Summary: The appellant made a request to the City of Hamilton (the city) pursuant to the Municipal Freedom of Information and Protection of Privacy Act  (the Act ) for a listing of accounts receivable and accounts payable related to police services. The city transferred the request to the police pursuant to section 18(3)  of the Act . In Order MO-3435, the adjudicator upheld the city’s transfer of the request. In this order, the adjudicator denies the appellant’s request for a reconsideration of Order MO-3435.

Statutes Considered: Municipal Freedom of Information and Protection of Privacy Act , R.S.O. 1990, c. M.56 , as amended, sections 18(2), 18(3) , and 18(4).

Orders and Investigation Reports Considered: Orders PO-2538-R and PO-3062-R.

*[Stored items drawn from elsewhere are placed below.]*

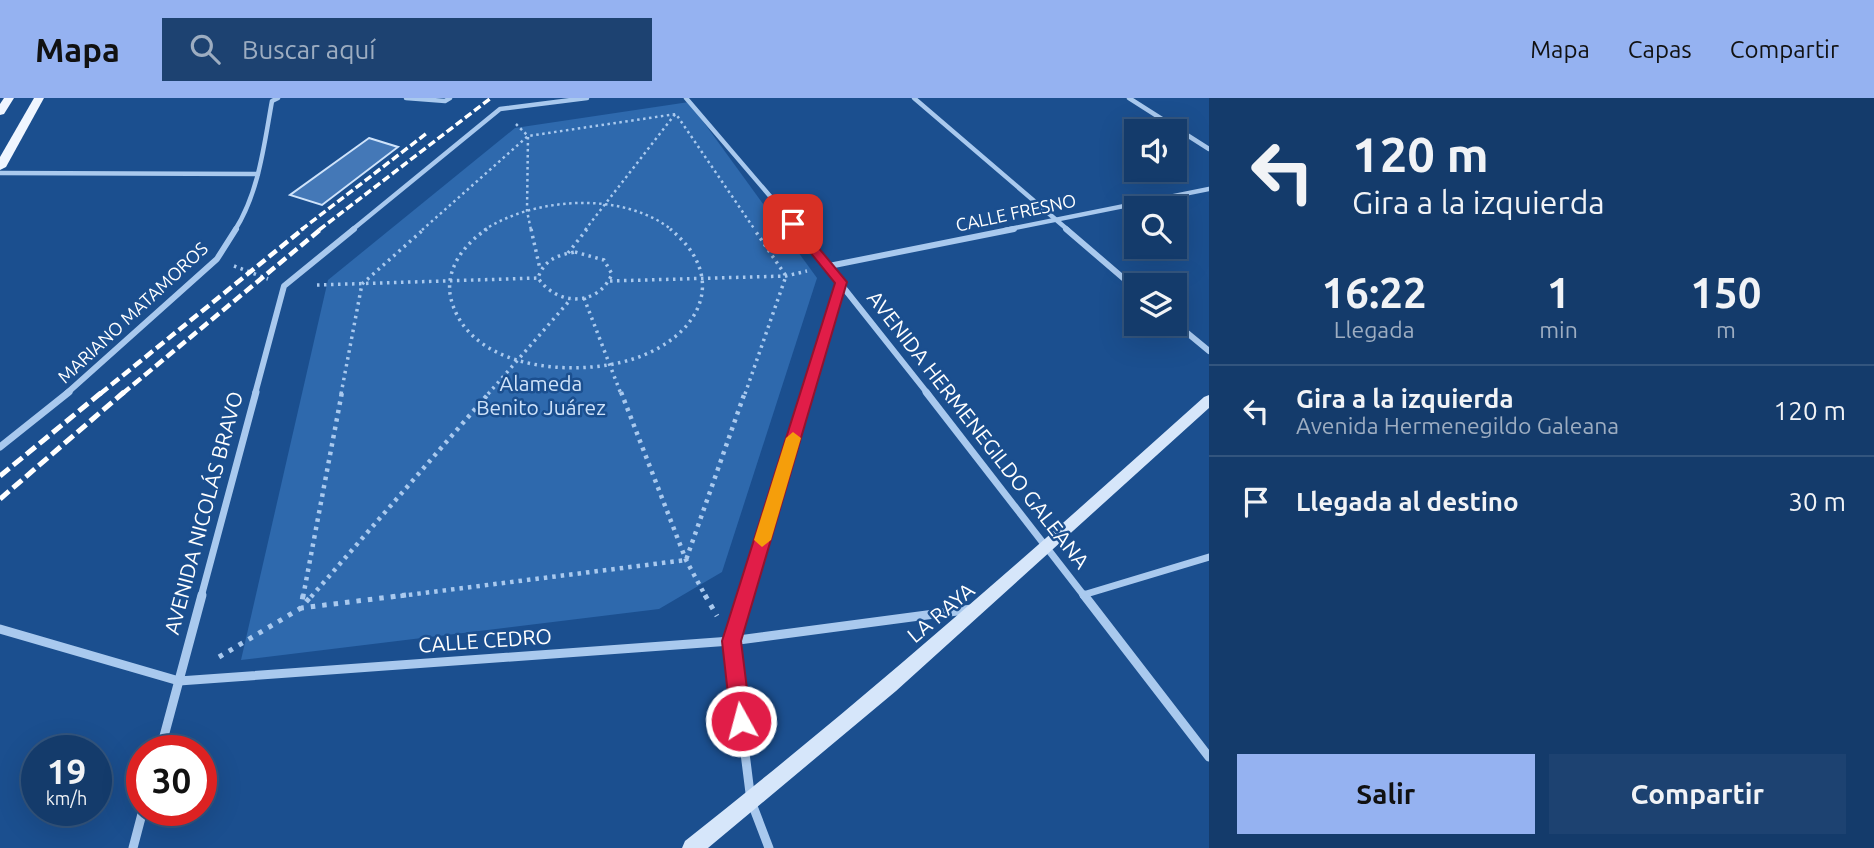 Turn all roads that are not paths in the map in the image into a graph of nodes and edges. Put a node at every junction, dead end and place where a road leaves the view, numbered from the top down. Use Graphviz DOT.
graph roads {
  1 [pos="9,98"];
  2 [pos="39,98"];
  3 [pos="278,98"];
  4 [pos="406,98"];
  5 [pos="587,98"];
  6 [pos="686,98"];
  7 [pos="914,98"];
  8 [pos="1129,98"];
  9 [pos="447,100"];
  10 [pos="0,112"];
  11 [pos="1209,149"];
  12 [pos="0,167"];
  13 [pos="0,173"];
  14 [pos="258,174"];
  15 [pos="1209,189"];
  16 [pos="1054,219"];
  17 [pos="828,266"];
  18 [pos="1124,279"];
  19 [pos="841,282"];
  20 [pos="1187,333"];
  21 [pos="1209,351"];
  22 [pos="1209,400"];
  23 [pos="0,447"];
  24 [pos="1049,547"];
  25 [pos="1209,557"];
  26 [pos="1083,595"];
  27 [pos="978,608"];
  28 [pos="0,629"];
  29 [pos="731,641"];
  30 [pos="179,681"];
  31 [pos="164,735"];
  32 [pos="1209,757"];
  33 [pos="751,802"];
  34 [pos="139,826"];
  35 [pos="133,848"];
  36 [pos="692,848"];
  37 [pos="769,848"];
  1 -- 10 [label="main road"];
  2 -- 12 [label="main road"];
  3 -- 14 [label="street, MARIANO MATAMOROS"];
  4 -- 9 [label="street"];
  5 -- 30 [label="street, AVENIDA NICOLÁS BRAVO"];
  6 -- 17 [label="street, AVENIDA HERMENEGILDO GALEANA"];
  7 -- 16 [label="street"];
  8 -- 11 [label="street"];
  13 -- 14 [label="street"];
  14 -- 23 [label="street, MARIANO MATAMOROS"];
  15 -- 16 [label="street, CALLE FRESNO"];
  16 -- 17 [label="street, CALLE FRESNO"];
  16 -- 18 [label="street"];
  17 -- 19 [label="street, AVENIDA HERMENEGILDO GALEANA"];
  19 -- 24 [label="street, AVENIDA HERMENEGILDO GALEANA"];
  19 -- 29 [label="street"];
  20 -- 21 [label="street"];
  22 -- 24 [label="main road, LA RAYA"];
  24 -- 26 [label="street, AVENIDA HERMENEGILDO GALEANA"];
  24 -- 27 [label="main road, LA RAYA"];
  25 -- 26 [label="street"];
  26 -- 32 [label="street, AVENIDA HERMENEGILDO GALEANA"];
  27 -- 29 [label="street, CALLE CEDRO"];
  27 -- 33 [label="main road, LA RAYA"];
  28 -- 30 [label="street, CALLE CEDRO"];
  29 -- 30 [label="street, CALLE CEDRO"];
  29 -- 33 [label="street"];
  30 -- 31 [label="street, AVENIDA NICOLÁS BRAVO"];
  33 -- 36 [label="main road, LA RAYA"];
  33 -- 37 [label="street"];
  34 -- 35 [label="street"];
}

Cases Considered: Chandler v. Alberta Assn. of Architects, (1989), 1989 CanLII 41 (SCC), 62 D.L.R. (4th) 577 (S.C.C.).

OVERVIEW:

[1]  The appellant has asked that I reconsider my findings in Order MO-3435. That order arose out of a request dated November 23, 2015 that the appellant made to the City of Hamilton (the city) under the Municipal Freedom of Information and Protection of Privacy Act (the Act) for access to the following information:

  • 2013 Year end listing of Accounts receivable and Accounts payable related to Police Services with account charged
  • 2014 Year end listing of Accounts receivable and Accounts payable related to Police Services with account charged
  • 2015 Year end listing of Accounts receivable and Accounts payable related to Police Services the period ending Oct 31/15 including account charged

[2]  In a decision letter dated December 7, 2015, the city advised that it was transferring the appellant’s access request to the Hamilton Police Services Board (the police). The city advised as follows:

The details of your request were forwarded to the Financial Services division of the City’s Corporate Services department. Division staff reviewed the request and on behalf of the Hamilton Police Service, produced a “Detailed General Ledger Transaction” report for each of the respective years; these reports are believed to be responsive to your request. It is also noted that the staff in the Hamilton Police Service have the ability to produce the same records.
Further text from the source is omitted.